━━━━━ RECORDS FOR THIS EXERCISE
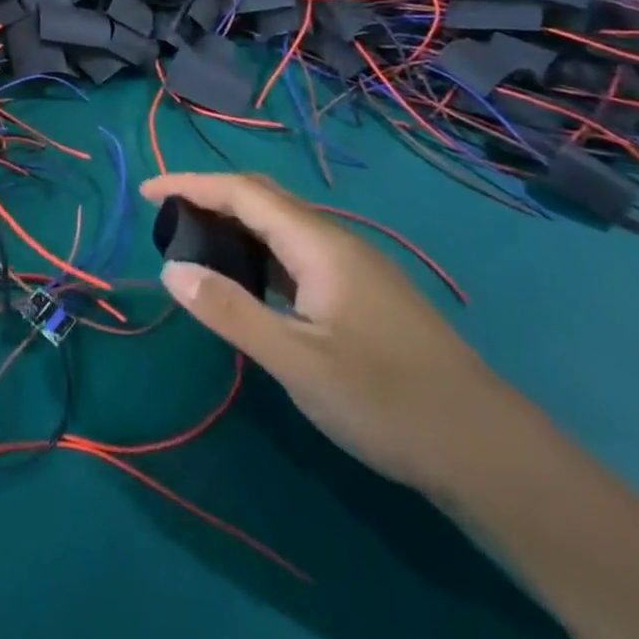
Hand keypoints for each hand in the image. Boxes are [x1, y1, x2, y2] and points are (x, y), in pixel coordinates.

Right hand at [143, 173, 512, 494]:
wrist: (492, 454)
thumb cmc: (388, 401)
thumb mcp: (297, 361)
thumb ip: (230, 311)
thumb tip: (170, 270)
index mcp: (319, 245)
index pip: (242, 192)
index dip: (190, 184)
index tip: (146, 191)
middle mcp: (338, 243)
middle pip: (264, 198)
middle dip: (210, 196)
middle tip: (166, 216)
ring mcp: (356, 269)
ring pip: (283, 225)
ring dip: (235, 223)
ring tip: (196, 244)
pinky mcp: (364, 296)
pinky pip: (298, 253)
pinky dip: (259, 251)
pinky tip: (250, 282)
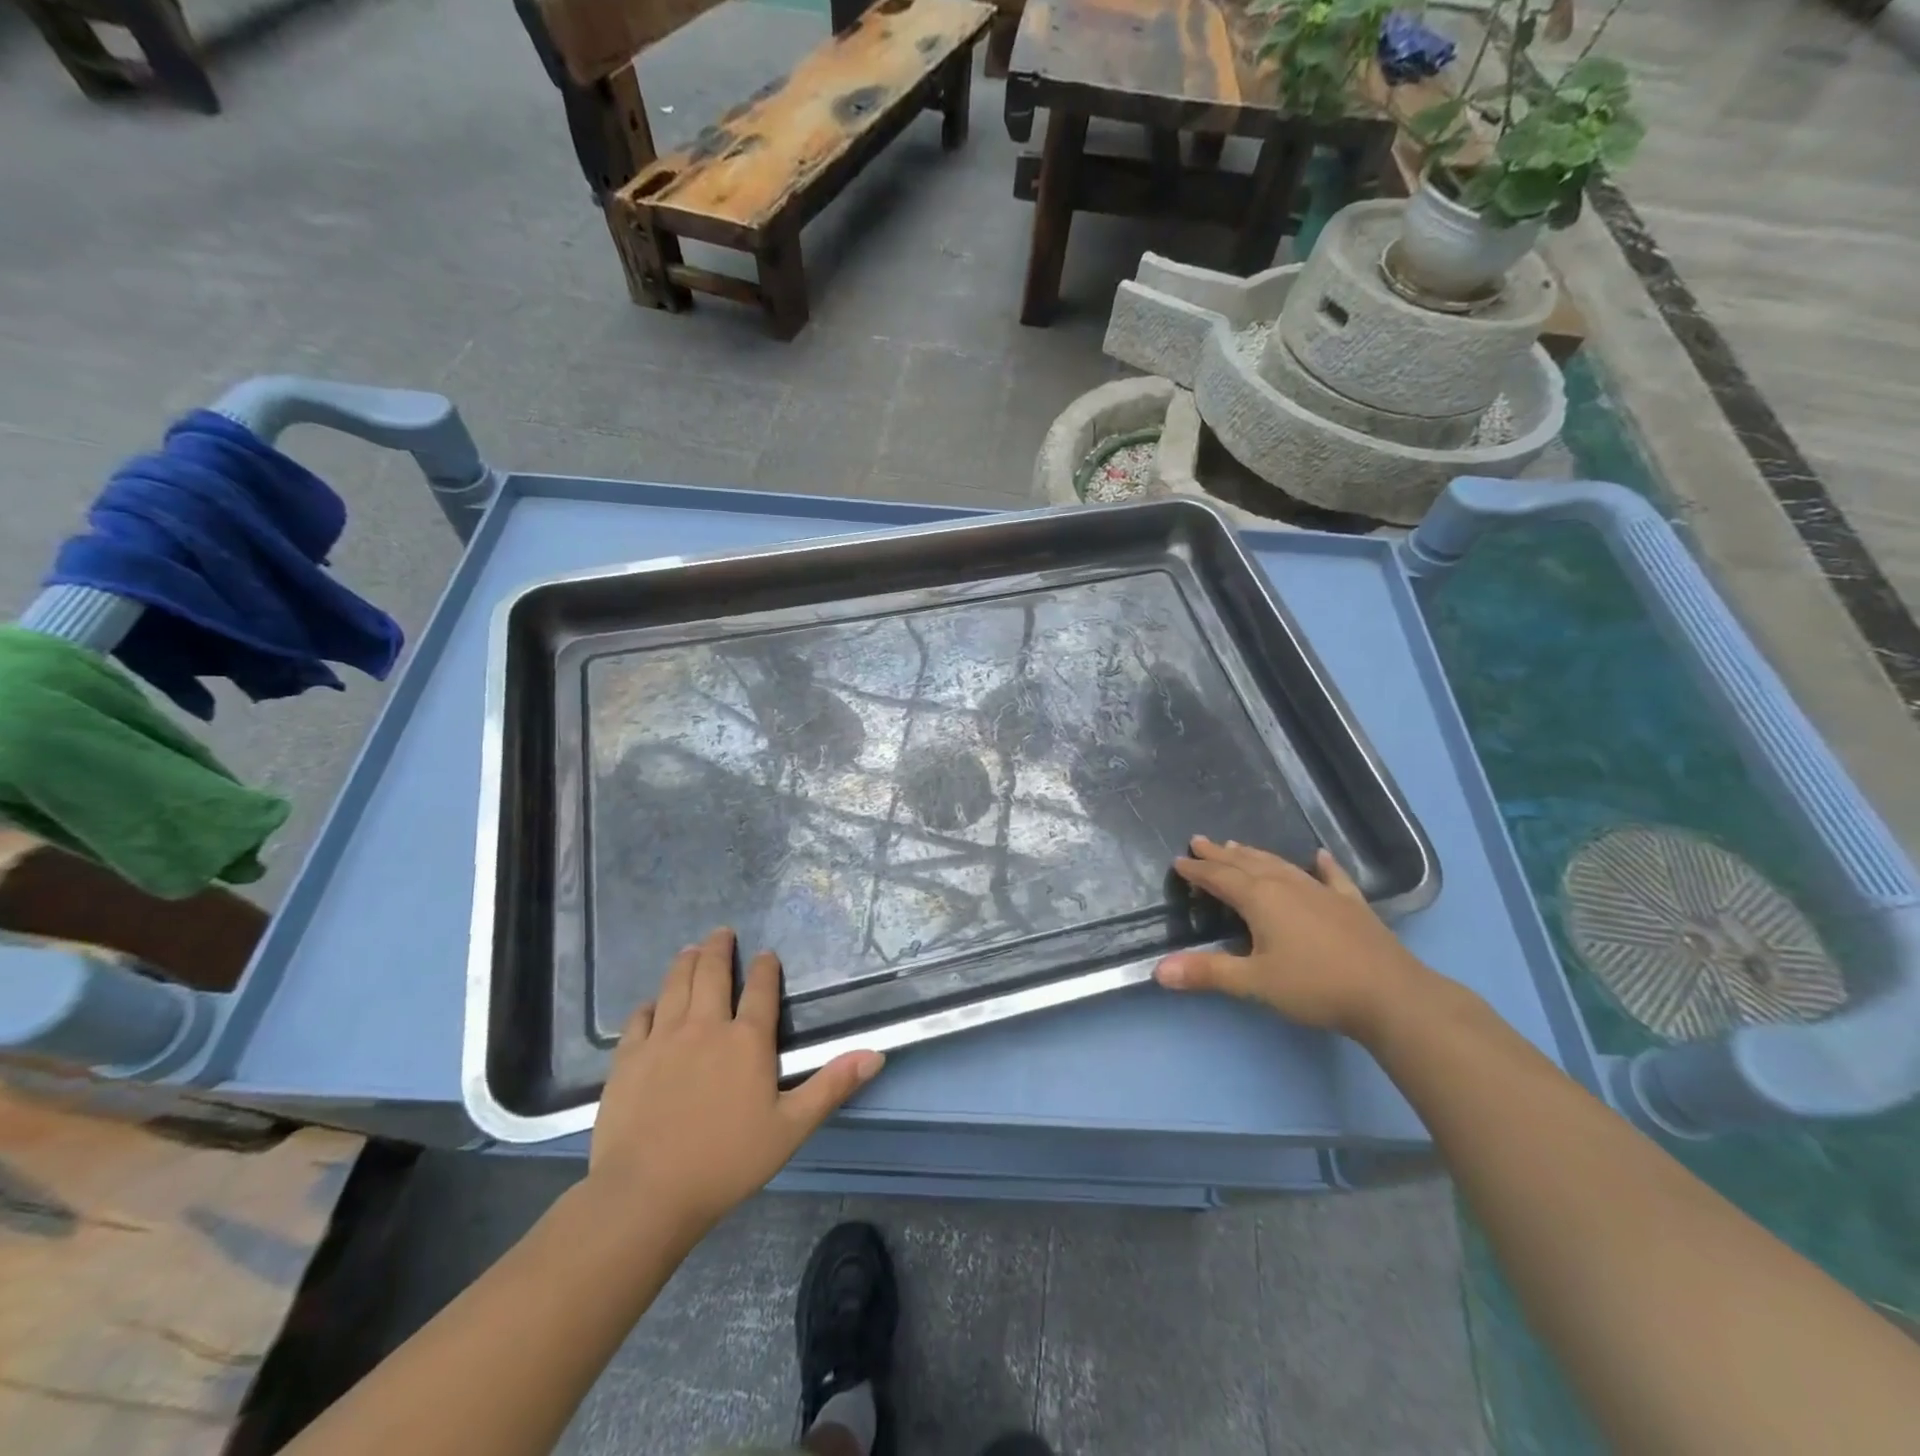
━━━━━━━━━━
◆ **TASK PROMPT**
From the opening line of the listing above through the line bearing "middle pip: (264, 198)", repeat each line exactly. Drop every picture.

◆ **RESULT OF THE TASK**
Hand keypoints for each hand in the image. Boxes are [x1, y1, x2, y2] and points are (x, y), in pixel coordinates.

Right hand at [143, 173, 512, 494]:
wrist: (492, 454)
thumb cmc: (388, 401)
thumb mcp: (297, 361)
thumb ip: (230, 311)
thumb tip: (170, 270)
index mcp: (319, 245)
index pip: (242, 192)
index dip: (190, 184)
index tip: (146, 191)
middle mcp: (338, 243)
middle pip: (264, 198)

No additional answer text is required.